Sleep. Who Needs It?

Before we adopted our daughter Kate, nearly eight years ago, I learned that post-institutionalized children, and really most adopted kids, potentially are going to have difficulty with sleep. 

We read her file from her orphanage that said she slept twelve hours each night and napped for two hours after lunch.  She was three, so of course we didn’t believe them.  We assumed they just filled out the same form for all the kids and checked when the kids were in their cribs, and didn't know or care if they were actually sleeping.

On Day 1 with our girl, we found out it was true.  She loves to sleep.  She was asleep by 7:00pm the night we got her, up at 7:00am the next day and napped for 3 hours that afternoon!

In the beginning, I think some of it was her way of coping with all of the changes and transitions that she was going through, but she still sleeps eleven hours at night and she is soon to be eleven years old.  She napped all the way through kindergarten and still will take a nap on the weekends if we tell her to.

Then two years ago, we adopted our youngest son Charlie who could not be more opposite regarding sleep.  He hates it.  And to be honest, he really doesn’t need to sleep that much.  His behavior is basically the same if he sleeps for two hours or ten.  But boy, do the rest of us need him to sleep!

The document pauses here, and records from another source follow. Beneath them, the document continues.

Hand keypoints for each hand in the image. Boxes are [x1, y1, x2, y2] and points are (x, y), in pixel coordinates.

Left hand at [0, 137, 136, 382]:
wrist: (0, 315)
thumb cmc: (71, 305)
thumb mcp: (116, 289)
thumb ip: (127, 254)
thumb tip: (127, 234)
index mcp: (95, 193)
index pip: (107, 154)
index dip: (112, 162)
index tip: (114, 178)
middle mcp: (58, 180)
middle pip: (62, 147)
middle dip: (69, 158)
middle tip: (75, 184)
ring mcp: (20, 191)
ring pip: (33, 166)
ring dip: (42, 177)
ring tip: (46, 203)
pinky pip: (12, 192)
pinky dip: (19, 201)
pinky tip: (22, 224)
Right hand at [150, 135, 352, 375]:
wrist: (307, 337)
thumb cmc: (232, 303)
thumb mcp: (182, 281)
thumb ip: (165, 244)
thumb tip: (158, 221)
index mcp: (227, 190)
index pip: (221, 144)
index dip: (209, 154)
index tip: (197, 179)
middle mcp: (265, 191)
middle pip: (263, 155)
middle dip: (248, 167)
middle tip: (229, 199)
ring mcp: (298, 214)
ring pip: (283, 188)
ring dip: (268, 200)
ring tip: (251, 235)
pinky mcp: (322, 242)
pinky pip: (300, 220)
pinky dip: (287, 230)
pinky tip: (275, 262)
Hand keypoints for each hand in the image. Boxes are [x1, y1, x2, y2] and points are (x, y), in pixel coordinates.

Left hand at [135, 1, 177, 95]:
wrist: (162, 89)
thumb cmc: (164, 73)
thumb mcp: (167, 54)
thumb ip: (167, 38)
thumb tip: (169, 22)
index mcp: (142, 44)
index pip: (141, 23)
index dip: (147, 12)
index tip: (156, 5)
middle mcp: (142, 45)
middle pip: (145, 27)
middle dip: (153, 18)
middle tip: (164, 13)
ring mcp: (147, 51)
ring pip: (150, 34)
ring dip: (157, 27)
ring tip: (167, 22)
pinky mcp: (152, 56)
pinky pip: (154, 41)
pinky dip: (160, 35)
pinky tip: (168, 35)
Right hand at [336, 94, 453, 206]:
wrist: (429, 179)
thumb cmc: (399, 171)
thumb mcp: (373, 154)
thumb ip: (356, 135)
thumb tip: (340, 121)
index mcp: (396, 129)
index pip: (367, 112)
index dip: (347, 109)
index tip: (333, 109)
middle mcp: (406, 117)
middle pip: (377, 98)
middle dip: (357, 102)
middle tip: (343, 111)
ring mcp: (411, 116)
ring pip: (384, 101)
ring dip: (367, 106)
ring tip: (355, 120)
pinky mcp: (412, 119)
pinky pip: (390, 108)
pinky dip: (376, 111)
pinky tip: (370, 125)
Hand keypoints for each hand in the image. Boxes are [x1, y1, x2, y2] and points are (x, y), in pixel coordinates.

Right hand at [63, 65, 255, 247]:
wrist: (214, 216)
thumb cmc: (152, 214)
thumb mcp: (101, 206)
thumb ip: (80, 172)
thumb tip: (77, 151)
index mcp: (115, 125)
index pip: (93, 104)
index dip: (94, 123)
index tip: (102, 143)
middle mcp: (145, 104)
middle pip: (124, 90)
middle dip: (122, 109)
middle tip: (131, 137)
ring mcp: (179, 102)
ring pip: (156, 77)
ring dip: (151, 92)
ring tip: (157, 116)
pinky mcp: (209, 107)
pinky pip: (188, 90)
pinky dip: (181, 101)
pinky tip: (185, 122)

He has ADHD, anxiety, fear, boundless energy, and he doesn’t like going to bed because he might miss something.  He starts getting anxious about bedtime at dinner and often sabotages our mealtime with his anxiety escalating.

We have a routine down, and though we still struggle most nights, I am glad that we already had a rhythm in place when he came into our home.  Here is what nearly every night looks like, as far as our schedule goes.

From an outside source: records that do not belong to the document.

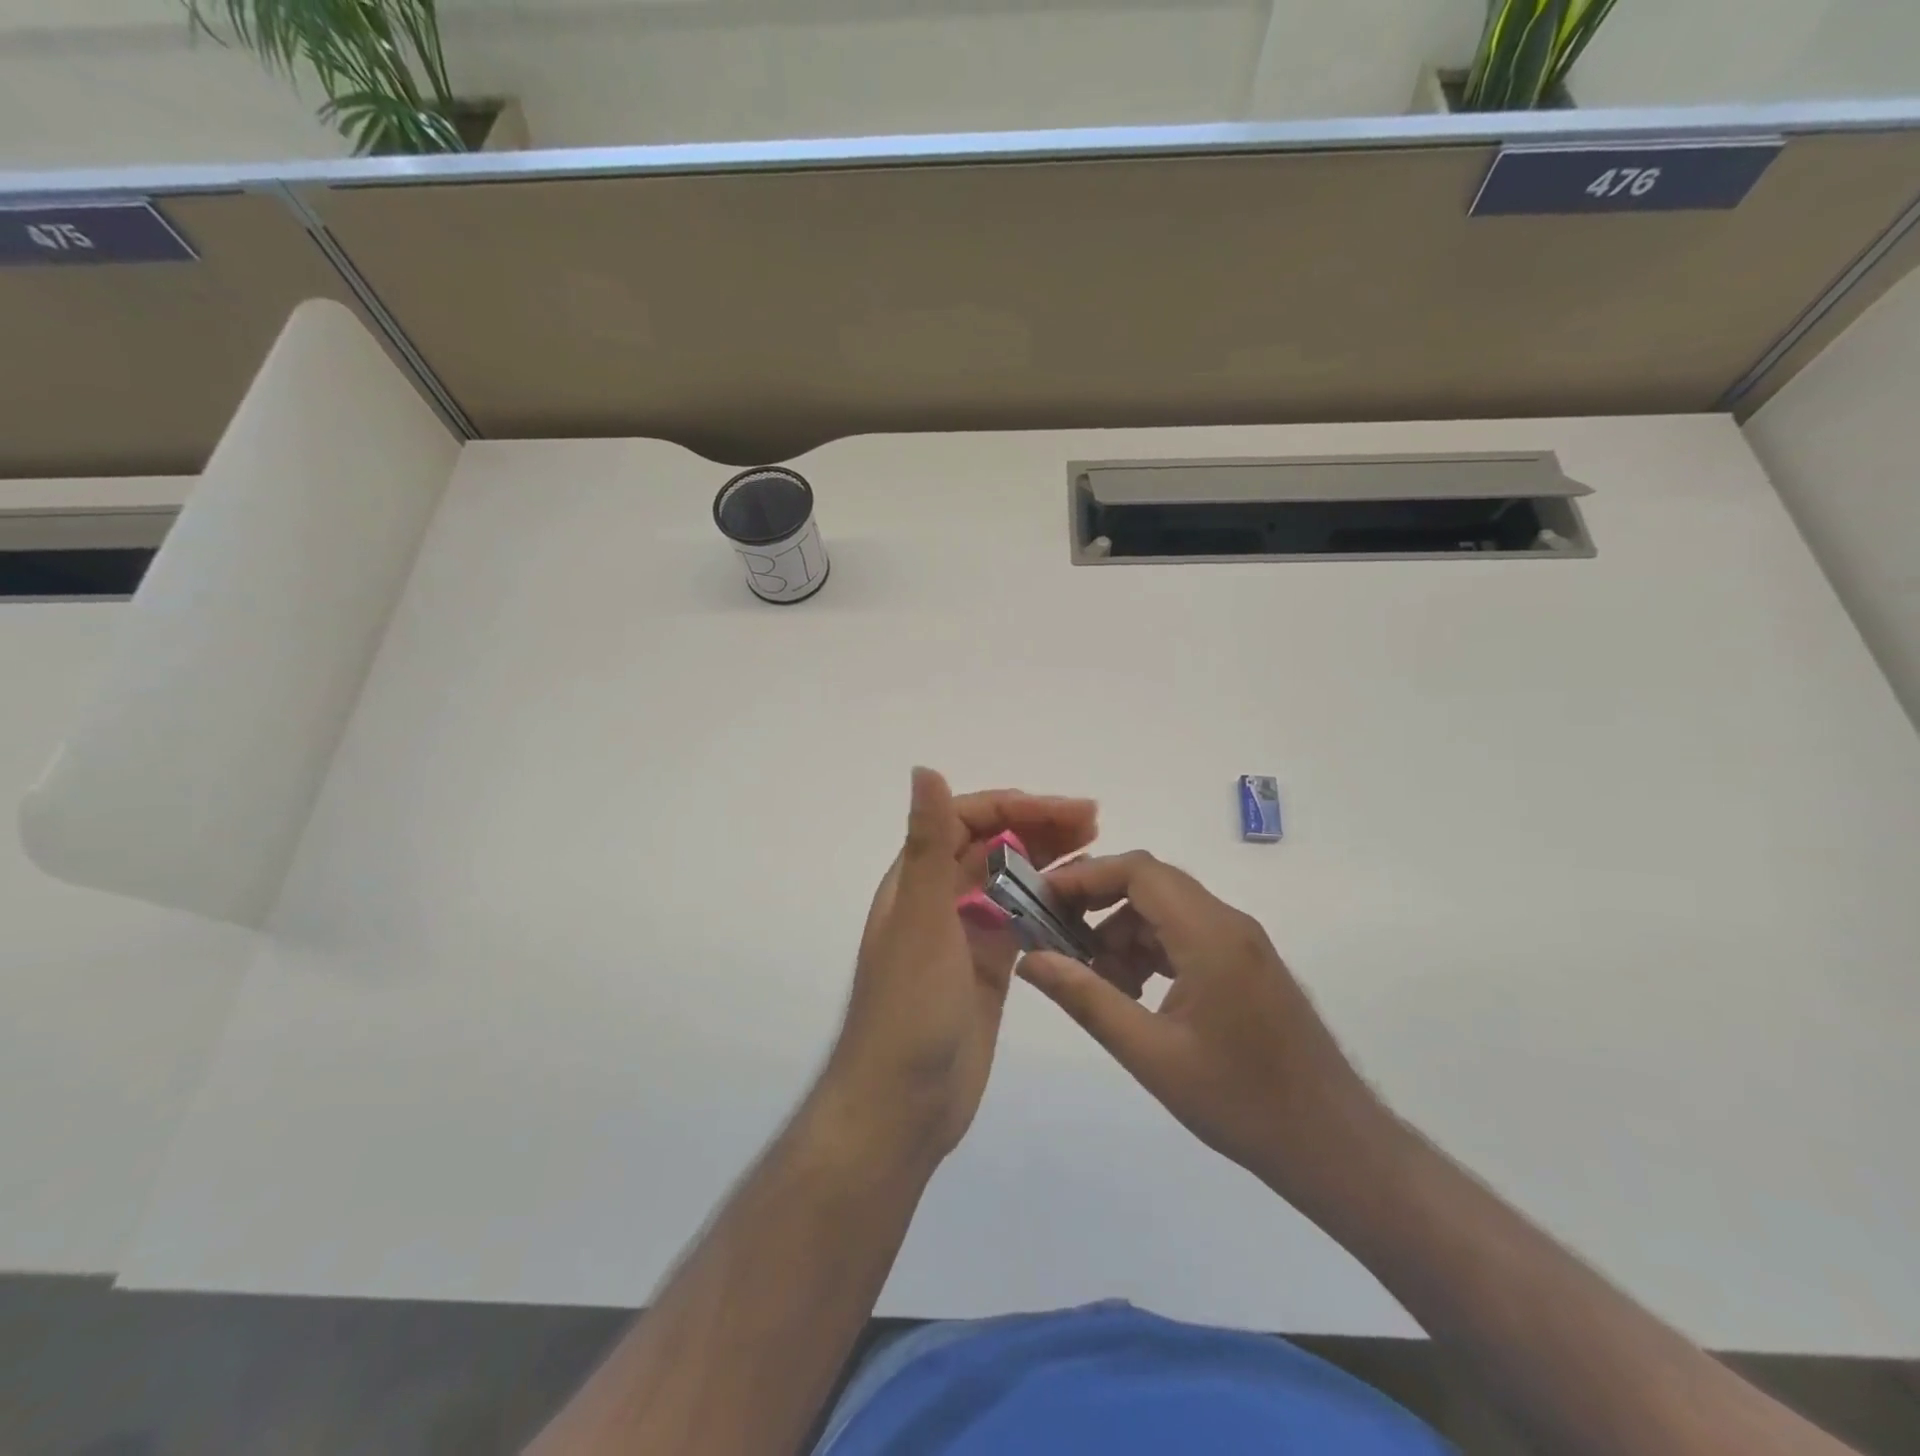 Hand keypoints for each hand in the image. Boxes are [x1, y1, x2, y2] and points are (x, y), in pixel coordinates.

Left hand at [820, 769, 1097, 1165]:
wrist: (903, 1104)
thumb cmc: (909, 1007)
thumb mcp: (921, 919)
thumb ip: (927, 844)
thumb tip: (923, 768)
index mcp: (917, 880)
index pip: (965, 820)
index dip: (1014, 807)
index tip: (1065, 810)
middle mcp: (939, 899)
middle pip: (992, 846)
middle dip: (1039, 827)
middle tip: (1096, 822)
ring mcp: (965, 935)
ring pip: (1010, 882)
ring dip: (1047, 861)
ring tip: (1096, 850)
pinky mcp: (988, 968)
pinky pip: (1022, 923)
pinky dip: (1048, 906)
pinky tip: (1081, 902)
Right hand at [1018, 852, 1387, 1200]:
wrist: (1334, 1146)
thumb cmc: (1240, 1102)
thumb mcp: (1150, 1054)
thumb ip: (1086, 998)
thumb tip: (1030, 959)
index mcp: (1210, 934)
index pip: (1138, 871)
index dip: (1084, 877)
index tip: (1040, 901)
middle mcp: (1228, 923)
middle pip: (1150, 885)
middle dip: (1096, 903)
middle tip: (1054, 938)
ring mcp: (1241, 943)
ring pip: (1166, 910)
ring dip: (1122, 932)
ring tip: (1096, 982)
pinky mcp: (1245, 964)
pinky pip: (1186, 935)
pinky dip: (1150, 951)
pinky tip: (1133, 994)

 1.    Kids shower/bathe before dinner.  When they were younger and needed help, I typically did this before I even started cooking.  Now they get in the shower between 5:30 and 6:00 and Charlie often is in the bath the whole time I am cooking.  It helps him calm down and the warm (actually super hot is his preference) water soothes him.

2.    Try to encourage a calm meal.  Of course this is easier said than done… But we do try to speak in a quieter voice than normal.  Charlie has a very hard time staying in his seat and we have found that a wiggle cushion helps him, as well as placing a five pound bag of rice in his lap.

3.    After dinner, go directly to brush teeth.  Most nights at our house this is between 7:00 and 7:15pm.  I admit that is very early for kids their ages-- 9,10 and almost 11, but it is the way we have always done it and they don’t know any different.  It has never occurred to them that most people go to bed when it is dark outside.  (Please don’t tell them.)

4.    Fill their tank at bedtime.  Whether it is reading to them, talking with them, singing to them, or just laying with them, let them know that they are loved and you enjoy being with them.  On the nights when we are rushed or getting home late, our kids usually end up getting out of bed for ‘water’ or the ‘bathroom’ or because they ‘forgot to tell us something’.  Really, I think, they just have a need to be with us that wasn’t addressed before they were tucked in.

5.    Keep a similar routine, even on weekends.  We usually are up a little later on the weekends, either out or watching a movie, but usually not more than about an hour or so later than a school night.  Our boys are both early risers and it does not matter at all what time they go to bed, they will be up by 6:30am the next day.  It just isn’t worth it to stay up late because we will pay for it with a particularly emotional child who does need his sleep.

So this is our routine, but we still have some issues.  Many kids have nightmares and/or night terrors.  We have a lot of night terrors from one of our kids.

Night terrors are sometimes hard to identify because it often appears that the child is awake.  Ours will walk and talk and have their eyes open, sometimes cry or yell, but never respond appropriately when we speak to them so we can usually pretty quickly figure out that it is a terror and they are actually still sleeping.

Do NOT wake a child out of their terror.  We usually just pick them up, and hold or rock them (if they’ll let us) and get them back to bed repeating, “It’s okay.  You’re okay.  We’re here.  You’re safe.”  At our house, they usually only last a couple of minutes, but sometimes happen several times between their bedtime and ours.

Nightmares are different.  A child will usually wake up from a nightmare and feel afraid and want to tell you about it.  We don’t have as much experience with these, but we have a had a few.  I have no problem letting the frightened child sleep in our room.  We have a pallet on our floor that is frequented, especially during thunderstorms.

I would also like to note that Essential Oils help a lot.  We discovered the miracle that is Peace and Calming when we were in China adopting Charlie and bedtime was turning into WWIII. Blood was shed nightly, we were desperate, and a fellow adoptive mom let us borrow her oils.  It was a game-changer.  Now, I usually start diffusing that right after dinner (if I remember to) and he also likes to have his weighted blanket and our big, fluffy cat on top of him before he can settle.

Of course, your child may not need all of these "tools," and I'm not telling you to go buy a weighted blanket and adopt a big fat cat, but two years in the making, this is what is working for us most nights.

I believe in training a child to go to sleep on their own, but sometimes that takes years, depending on what all is going on, and being anxious about getting them to bed and angry when they get out doesn’t do anything to speed up this process.  Believe me, we are still working on it.